A BREWERY and pub group is the latest company to brace itself for possible changes to investment rules ahead of the Budget this month.
West Berkshire Brewery, which owns a pub in London and has recently acquired two more, has confirmed that it would close its latest Enterprise Investment Scheme (EIS) funding round on 17 November and a new share allotment will take place on 21 November, the day before the budget.
This comes following reports that the treasury is considering reforming EIS. The scheme gives individual investors tax relief, with the purpose of encouraging investment in small British companies.
Operators of asset-rich companies such as pub groups fear that the chancellor could clamp down on the use of EIS funds for buying assets such as property.
The treasury has reportedly been mulling a crack-down on the scheme to stop high earners abusing the tax relief. However last month a group of supporters for the scheme wrote an open letter in the Sunday Times warning that limiting EIS could prevent the UK from creating top startups.
“They don’t believe that they are risky enough,” Alex Davies, chief executive of EIS operator Wealth Club, told City A.M. “If it all goes wrong, you still have an asset at the end of the day.”

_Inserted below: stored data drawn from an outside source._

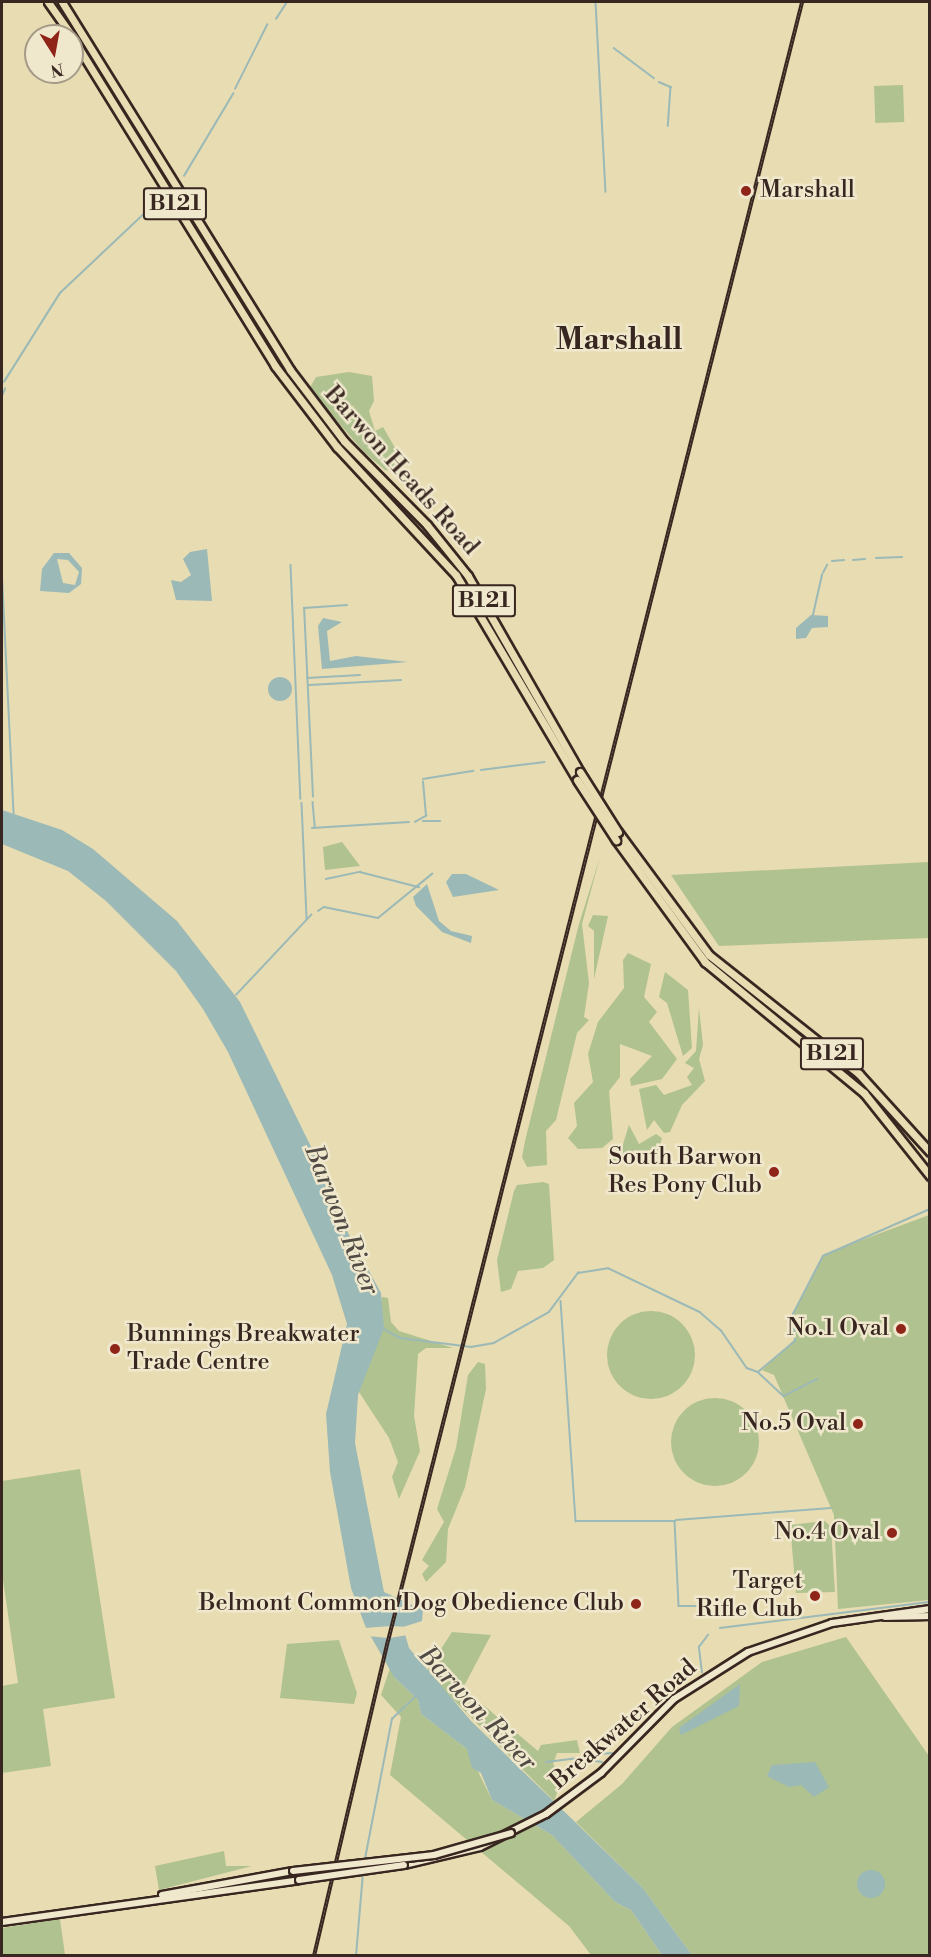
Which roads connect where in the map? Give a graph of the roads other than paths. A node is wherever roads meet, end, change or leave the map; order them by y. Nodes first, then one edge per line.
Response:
1 (48, 2) edge
2 (62, 2) edge
3 (64, 24) edge
4 (84, 55) edge
5 (290, 370) junction
6 (279, 371) junction
7 (455, 558) junction
8 (456, 575) junction
9 (871, 1085) junction
10 (864, 1092) junction
11 (930, 1152) edge
12 (930, 1176) edge
13 (930, 1609) edge
14 (930, 1616) edge
15 (866, 1618) junction
16 (511, 1833) junction
17 (260, 1876) junction
18 (259, 1885) junction
19 (153, 1899) junction
20 (2, 1922) edge

1 - 3 main road, Barwon Heads Road / B121
2 - 5 main road, Barwon Heads Road / B121
4 - 6 main road, Barwon Heads Road / B121
5 - 6 main road
5 - 7 main road, Barwon Heads Road / B121
6 - 8 main road, Barwon Heads Road / B121
7 - 8 main road
7 - 9 main road, Barwon Heads Road / B121, bridge
8 - 10 main road, Barwon Heads Road / B121, bridge
9 - 10 main road
9 - 11 main road, Barwon Heads Road / B121
10 - 12 main road, Barwon Heads Road / B121
13 - 15 main road, Breakwater Road
14 - 15 main road, Breakwater Road
15 - 16 main road, Breakwater Road
16 - 17 main road, Breakwater Road, bridge
16 - 18 main road, Breakwater Road, bridge
17 - 18 main road
17 - 19 main road, Breakwater Road
18 - 19 main road, Breakwater Road
19 - 20 main road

Davies added: “Whether it’s a pub, nursery, it’s a multiplier effect on the economy. You have to employ staff and tradesman, and often you invigorate run-down areas. To take it away would be ridiculous.”
In an interview with Wealth Club recorded last month, West Berkshire Brewery chair David Bruce said the threat of tighter regulation was “a very good reason now for filling your boots”.
“West Berkshire Brewery has got EIS clearance so we want to go out there. That’s why we’ve got two fabulous projects, £5m between the two of them, we can use EIS money for that. After November 22nd there’s a danger we can’t use EIS money for that
But the pub and drinks industry veteran also said that the brewery would borrow against its balance sheet in the event that it is prevented from buying new assets with EIS money.